## [ABOUT THIS EXERCISE]
Once you find the line in the listing below that contains "middle mcp: (896, 671)", copy it and every following line exactly, stopping at the end.

## [RECORD EXTRACTS]
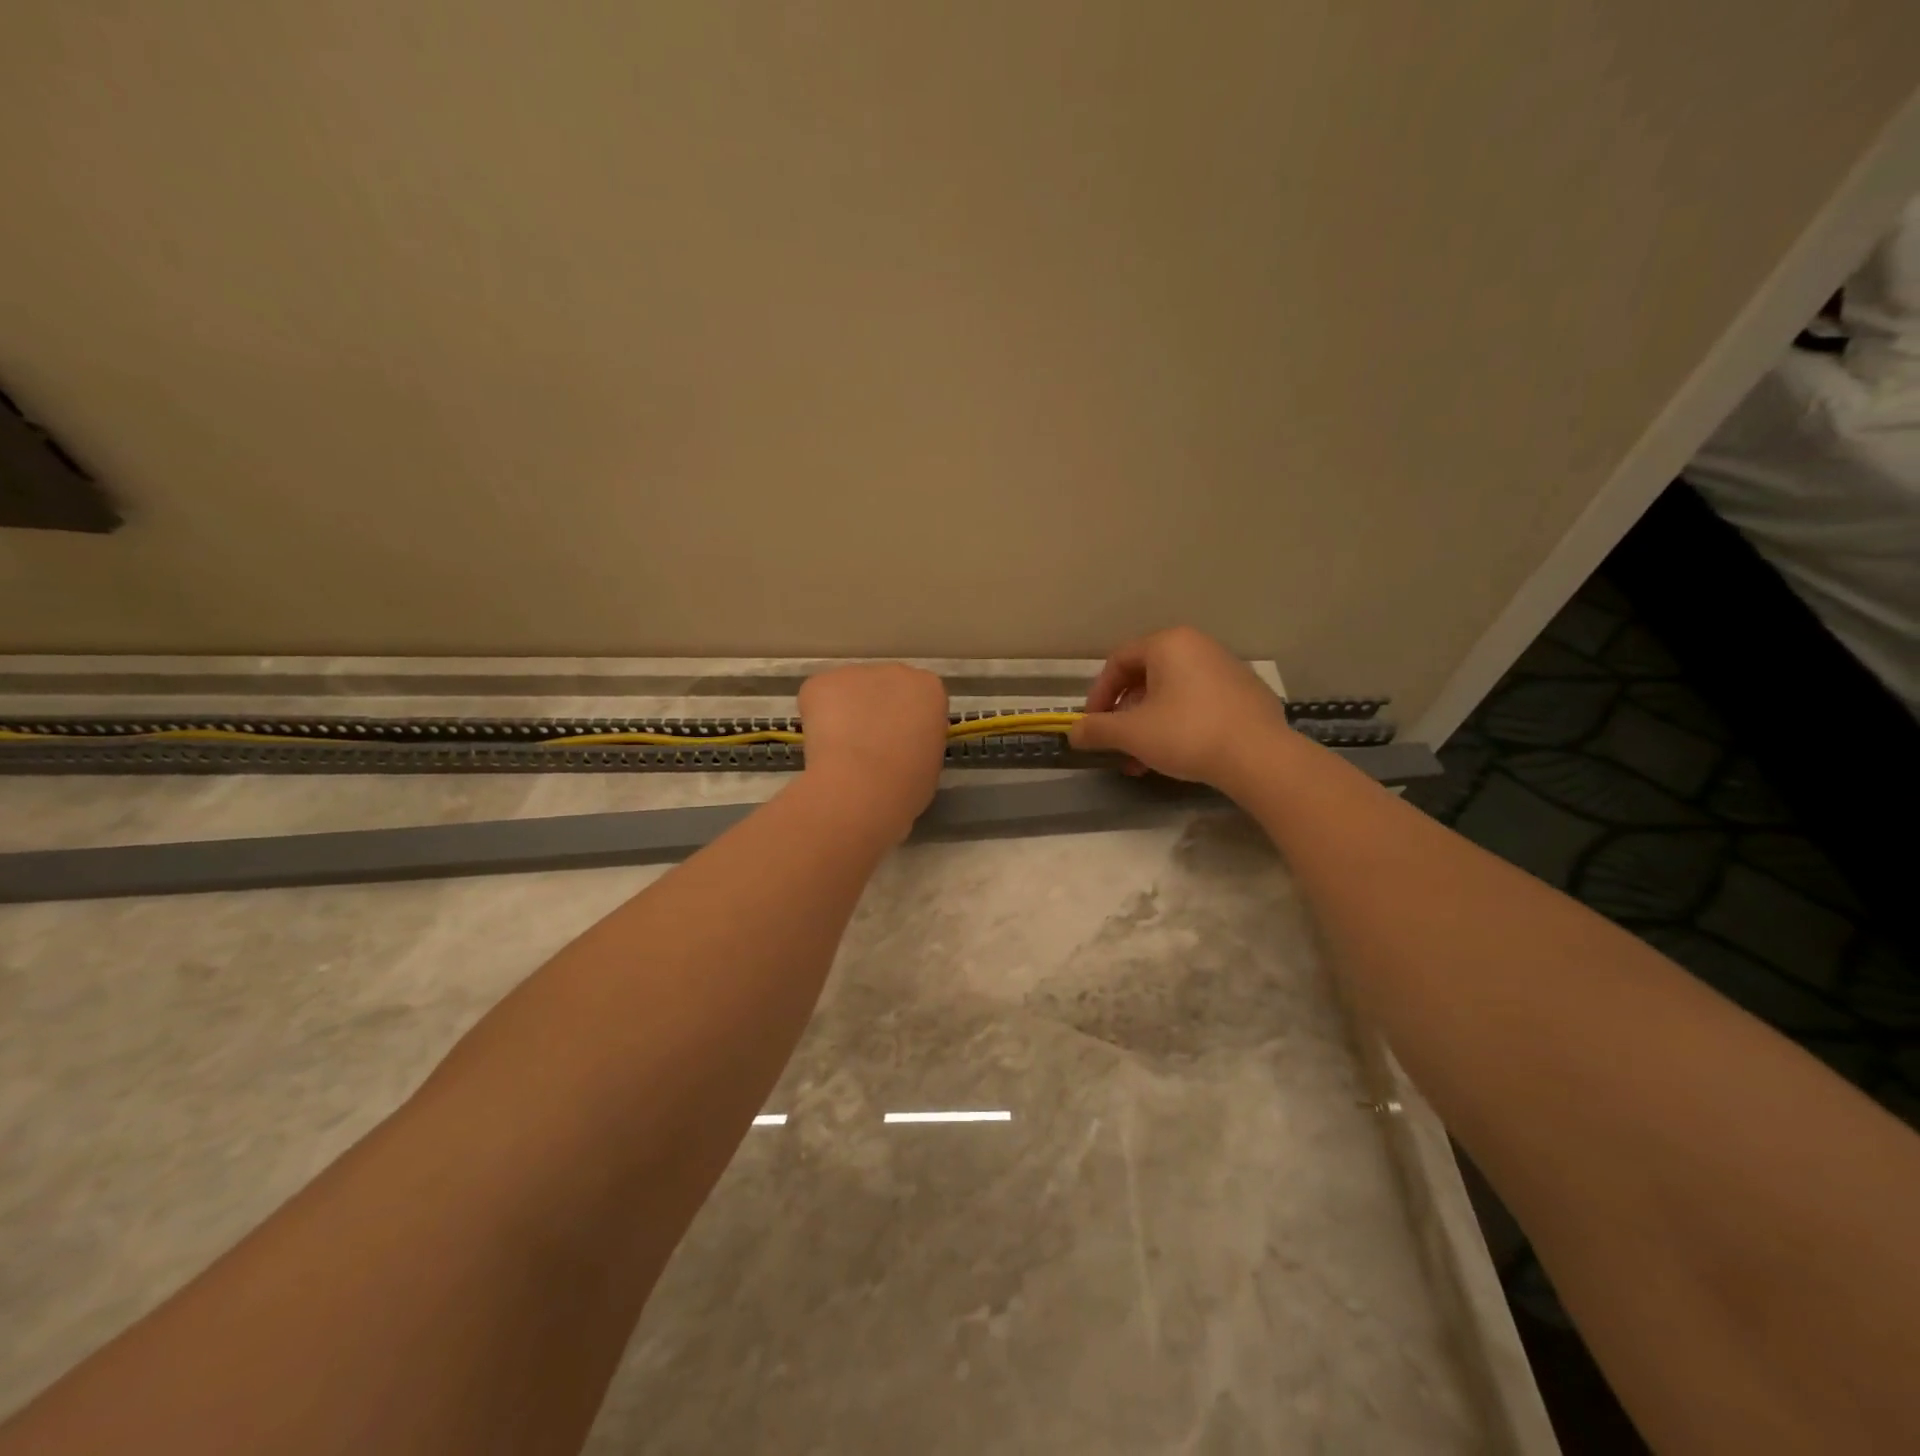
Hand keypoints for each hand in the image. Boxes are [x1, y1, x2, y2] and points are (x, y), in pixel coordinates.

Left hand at [798, 664, 949, 841]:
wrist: (862, 787)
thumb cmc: (907, 784)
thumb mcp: (930, 760)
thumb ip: (917, 740)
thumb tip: (899, 744)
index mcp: (929, 689)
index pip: (918, 700)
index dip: (905, 723)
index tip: (898, 745)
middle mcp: (896, 671)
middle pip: (883, 688)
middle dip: (874, 711)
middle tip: (867, 748)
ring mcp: (855, 673)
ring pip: (848, 693)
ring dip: (844, 714)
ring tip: (840, 752)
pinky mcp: (820, 682)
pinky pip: (817, 699)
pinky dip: (815, 720)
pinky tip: (822, 747)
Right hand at [1069, 627, 1291, 790]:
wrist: (1259, 757)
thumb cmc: (1186, 734)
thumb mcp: (1132, 733)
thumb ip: (1097, 729)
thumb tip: (1073, 732)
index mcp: (1168, 644)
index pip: (1118, 661)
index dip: (1098, 694)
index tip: (1092, 725)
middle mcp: (1198, 646)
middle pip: (1145, 677)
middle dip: (1125, 715)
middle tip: (1117, 745)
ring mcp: (1226, 668)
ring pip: (1172, 693)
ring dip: (1148, 724)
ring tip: (1142, 760)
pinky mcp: (1246, 693)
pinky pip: (1199, 702)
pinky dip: (1178, 724)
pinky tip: (1177, 755)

## [YOUR RESPONSE]
middle mcp: (896, 671)
middle pip: (883, 688)
middle dip: (874, 711)
middle tip: (867, 748)
ring mcp: (855, 673)
ring pip: (848, 693)
ring dip: (844, 714)
ring tip: (840, 752)
pinky mcp: (820, 682)
pinky pip: (817, 699)
pinky dip: (815, 720)
pinky tip: (822, 747)
Right hand at [1069, 627, 1291, 790]:
wrist: (1259, 757)
thumb cmc: (1186, 734)
thumb mcp: (1132, 733)
thumb ip: (1097, 729)
thumb tip: (1073, 732)
index mcp: (1168, 644)
index pip: (1118, 661)
index dip: (1098, 694)
index tip: (1092, 725)
middle mcp: (1198, 646)
middle pip: (1145, 677)
middle dip: (1125, 715)
middle tip: (1117, 745)
ring mcp: (1226, 668)
ring pip: (1172, 693)
ring dip: (1148, 724)
ring tip: (1142, 760)
pinky mcp: (1246, 693)
pinky pip: (1199, 702)
pinky dip: (1178, 724)
pinky tip: (1177, 755)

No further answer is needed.